Swallowプロジェクトでは、大規模言語モデルの評価のため、AI Bridging Clud Infrastructure (ABCI) のAノード(NVIDIA A100)の他、東京工業大学のTSUBAME 4.0 (NVIDIA H100)、岡崎研究室内の計算サーバ(NVIDIA RTX A6000)、横田研究室内の計算サーバ(NVIDIA ???)が使われています。まとまった大規模なGPU計算資源は大規模言語モデルの学習に割り当てることになりますので、モデルの評価は学習環境の予備ノードや、クラウド計算環境の通常利用枠、研究室内の計算資源などでやりくりをします。さらに、規模の異なる多数のモデルに対して、19~27個のタスクで評価を行いますので、評価実験は8名くらいの学生で分担しています。したがって、計算環境と評価者の掛け算で、20~30個の評価環境が使われることになります。

### (J)HumanEvalの評価にdocker環境が必要

(J)HumanEvalでは、大規模言語モデルが生成したコードを実際に実行するため、dockerを用いてサンドボックス環境を作る必要があります。ところが、ABCIはdockerに対応していないため、(J)HumanEvalの評価は別の実行環境で行う必要がありました(ABCIでは代わりにsingularityが利用できますが、今回の評価実験では採用しませんでした)。

### 実行環境によって評価スコアが変動する

乱数シードの固定など、評価の再現性を担保するための対策を講じていますが、それでも実行環境によって評価スコアが変動することを観測しています。
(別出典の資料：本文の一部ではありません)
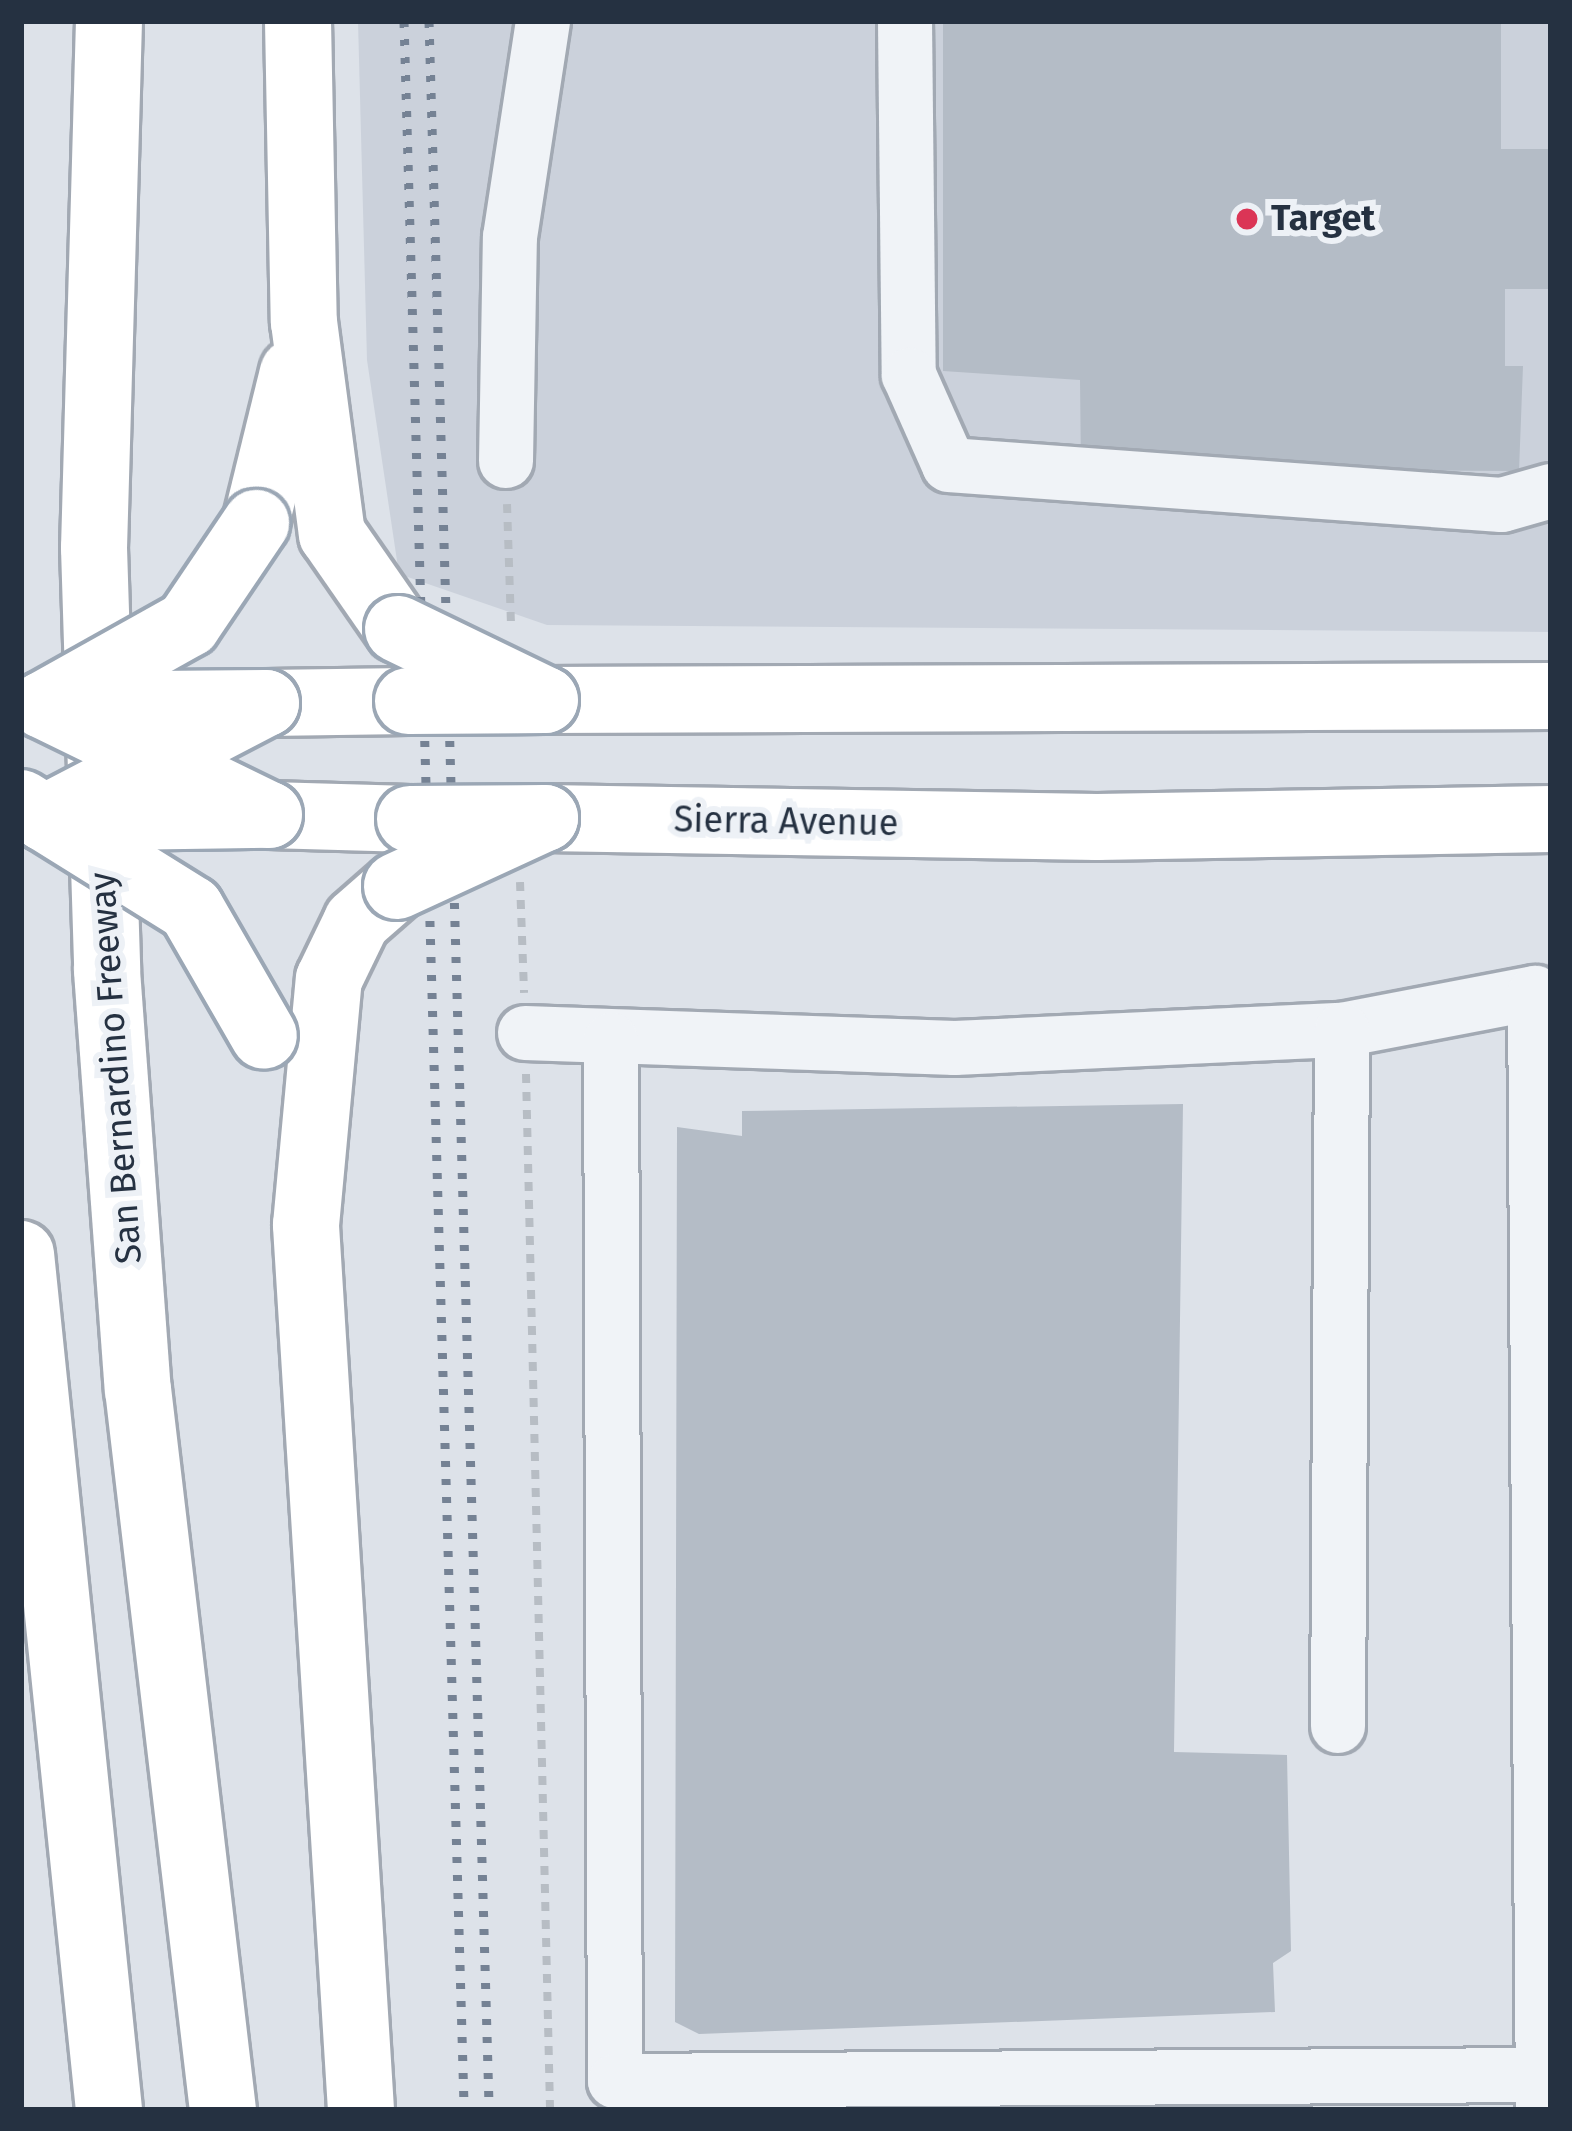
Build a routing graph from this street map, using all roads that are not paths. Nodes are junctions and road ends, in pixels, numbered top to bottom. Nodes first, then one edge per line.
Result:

評価スコアの有効数字3桁目以降は、再現性の担保が困難な状況にあります。

### 実行環境によってエラーが発生する

XL-Sumのタスクで、以下のエラーに遭遇することがあります。

```
File "/.../.venv_harness_jp/lib/python3.10/site-packages/transformers/models/llama/modeling_llama.py", line 1184, in forward
logits = logits.float()
RuntimeError: CUDA error: unspecified launch failure
CUDA kernel errors might be asynchronously reported at some other API call, so the stacktrace below might be incorrect.
For debugging consider passing CUDA_LAUNCH_BLOCKING=1.
Compile with `TORCH_USE_CUDA_DSA` to enable device-side assertions.
```

この問題はtransformersのversionを上げることで解決しました。

### Llama 3にはtransformers 4.40.0以降が必要

Llama 3に対応したtransformersのバージョンは4.40.0以降です。そのため、評価を行うときは、評価担当者のtransformersのバージョンが4.40.0以降になるように指定する必要がありました。また、4.39.3以前のtransformersはLlama 3のtokenizer.jsonを正しく扱えないため、学習データのトークン化もtransformersのバージョンが4.40.0以降を使う必要があり、学習データの準備のやり直しが発生しました。

### 稀に評価が途中でハングアップする

評価タスクの実行が途中で止まってしまうことがあります。正確には、特定のモデル、タスク、事例において、モデルの出力が停止し、いつまでたっても評価が終わらないという状況に遭遇することがあります。この現象は実行環境を変えると解消することがあるため、Pythonやtransformersのバージョンによる微妙な挙動の違いを疑っていますが、現段階では原因を特定できていません。

### GPUのメモリ不足によるエラー

評価したいモデルのサイズやタスクによっては、メモリ不足(out of memory)が発生することがあります。このような場合は、バッチサイズを下げる必要があり、時にはバッチサイズを1に設定することもあります。ところが、それでもメモリ不足が解消しないことがあり、そのような場合はより多くのメモリを積んだGPUの実行環境に変更するなど、対処が必要になります。

### 評価のジョブが打ち切られる

Swallowプロジェクトではたくさんの評価実験を行っていますが、自分たちが開発しているモデルのハイパーパラメータ調整の実験では、評価結果をできるだけ早く知りたい場合があります(本実験にできるだけ早く移行したいため)。逆に、他で開発されたモデルの評価は、さほど急ぐ必要がありません。このように、評価実験にも優先度があります。ところで、ABCIにジョブを投入する場合、実行時間を短く指定した方がジョブが早く実行されます。ABCIは大変混雑していますので、評価実験を行う担当者は、各タスクの評価実験にかかる実行時間を予測し、ジョブの投入時に経過時間制限値を設定します。ところが、何らかの要因で評価タスクの実行時間が長くなってしまうと、無慈悲にも設定した経過時間でジョブの実行が打ち切られ、評価実験が未完了となります。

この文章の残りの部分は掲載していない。